In a historic and religious city like Jerusalem there is so much to see no matter how much you tour. When time is a limiting factor, even the most efficient tour guides have to compromise while deciding what to incorporate in the itinerary. Although it depends on the interest of the individual visitor as well, there is still a huge must-see-list in Jerusalem that cannot be avoided. At every stop so much information is thrown on a visitor that sometimes s/he tends to forget the details after leaving the place.

I remember when I first visited the Church of Holy Sepulcher, it appeared to me more like a small museum than a church. I was virtually clueless inside a dark and dull overcrowded massive complex of more than 25 chapels with several curious artifacts and antiques scattered under some dusky arches and dingy columns. It took me at least three visits with a proper map in hand to understand the Church complex. A normal visitor for instance would be satisfied with Golgotha, the ‘Stone of Unction’ and the ‘Holy Sepulcher’, but the oldest part of the complex, viz. the first century tombs inside the Syrian Orthodox Chapel could be easily missed.

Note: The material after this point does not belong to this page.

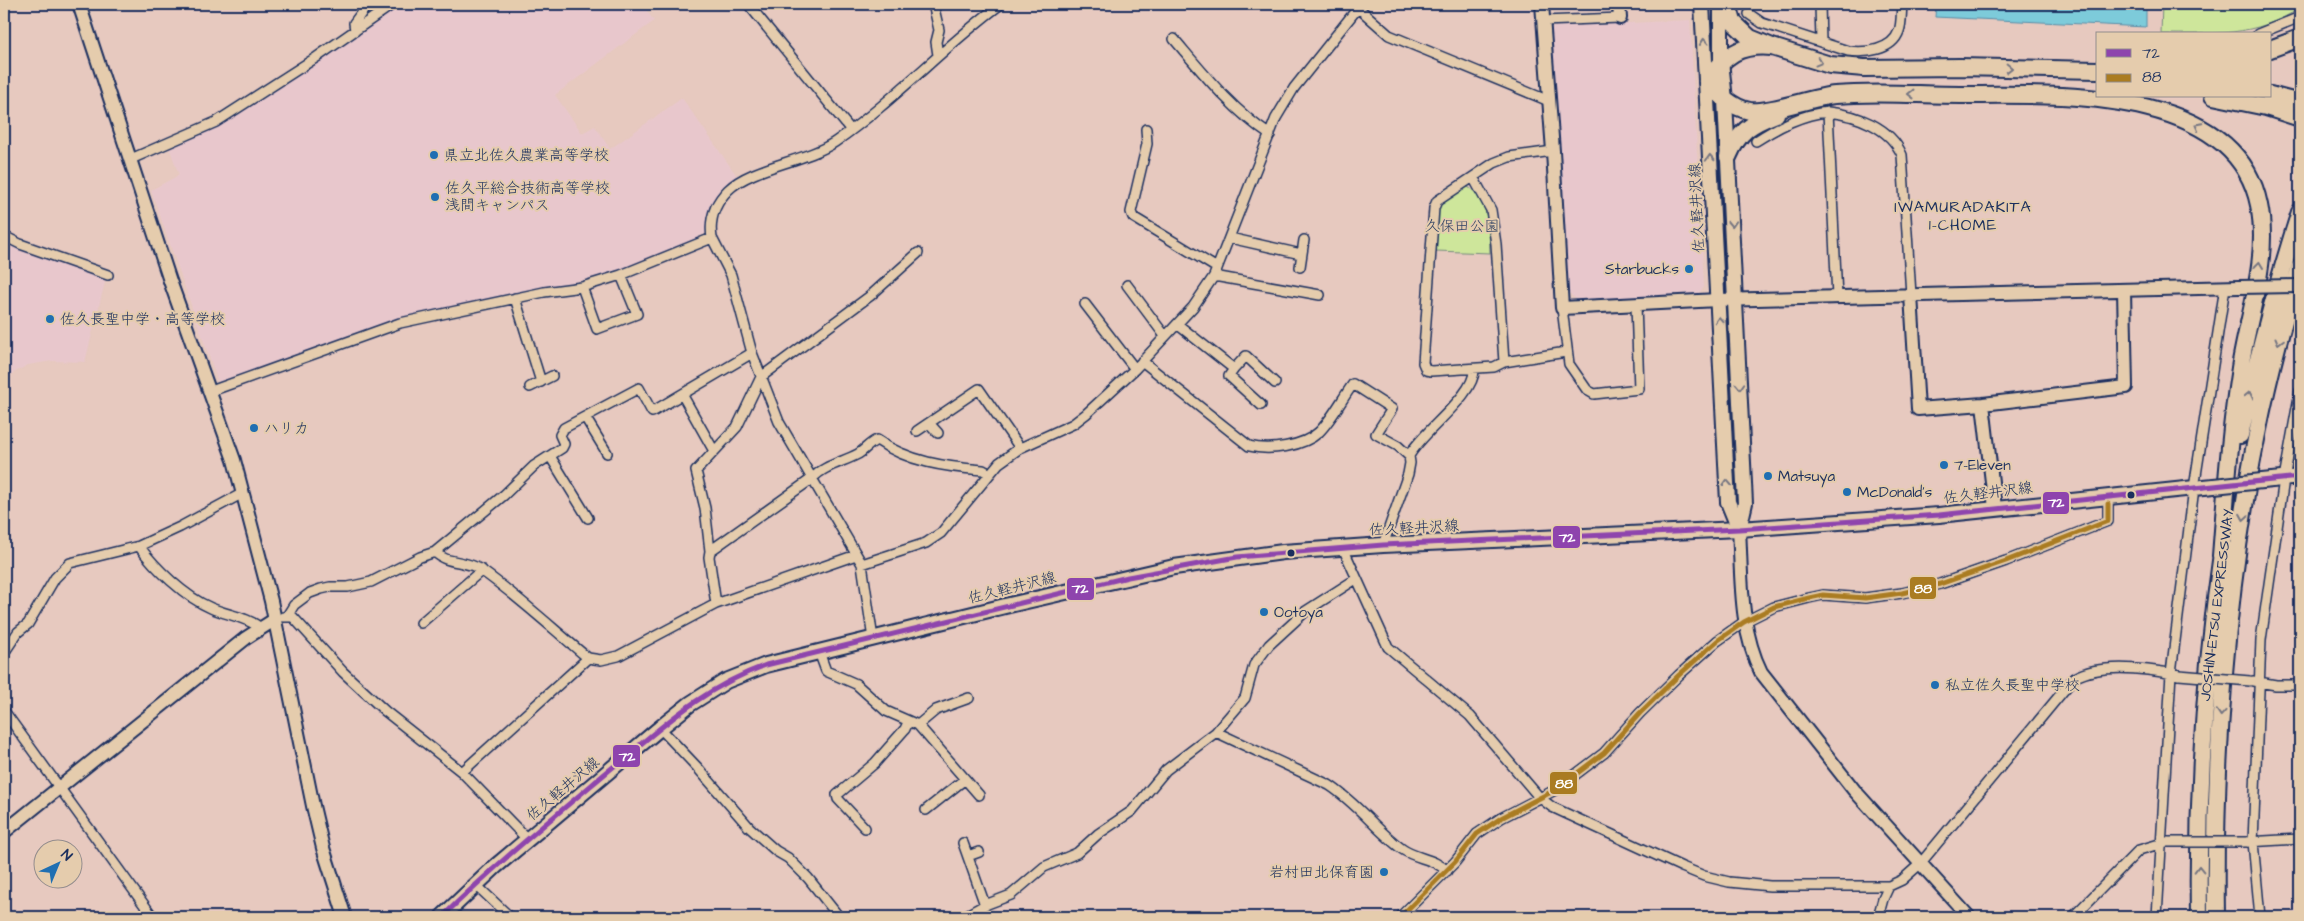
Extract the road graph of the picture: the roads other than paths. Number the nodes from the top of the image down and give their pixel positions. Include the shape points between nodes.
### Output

In the upcoming posts I plan to upload 50 such sites from Jerusalem that I believe can be easily overlooked or go unnoticed by an average visitor. I am incorporating the following sites from my previous visits, again with no specific order of importance. I am sure that a serious traveler who loves history, traditions and the Bible has noticed or been to most of them.

Friday, June 3, 2011

REVISITING BEIT GUVRIN NATIONAL PARK (18th APRIL, 2010)-The biblical city of Mareshah.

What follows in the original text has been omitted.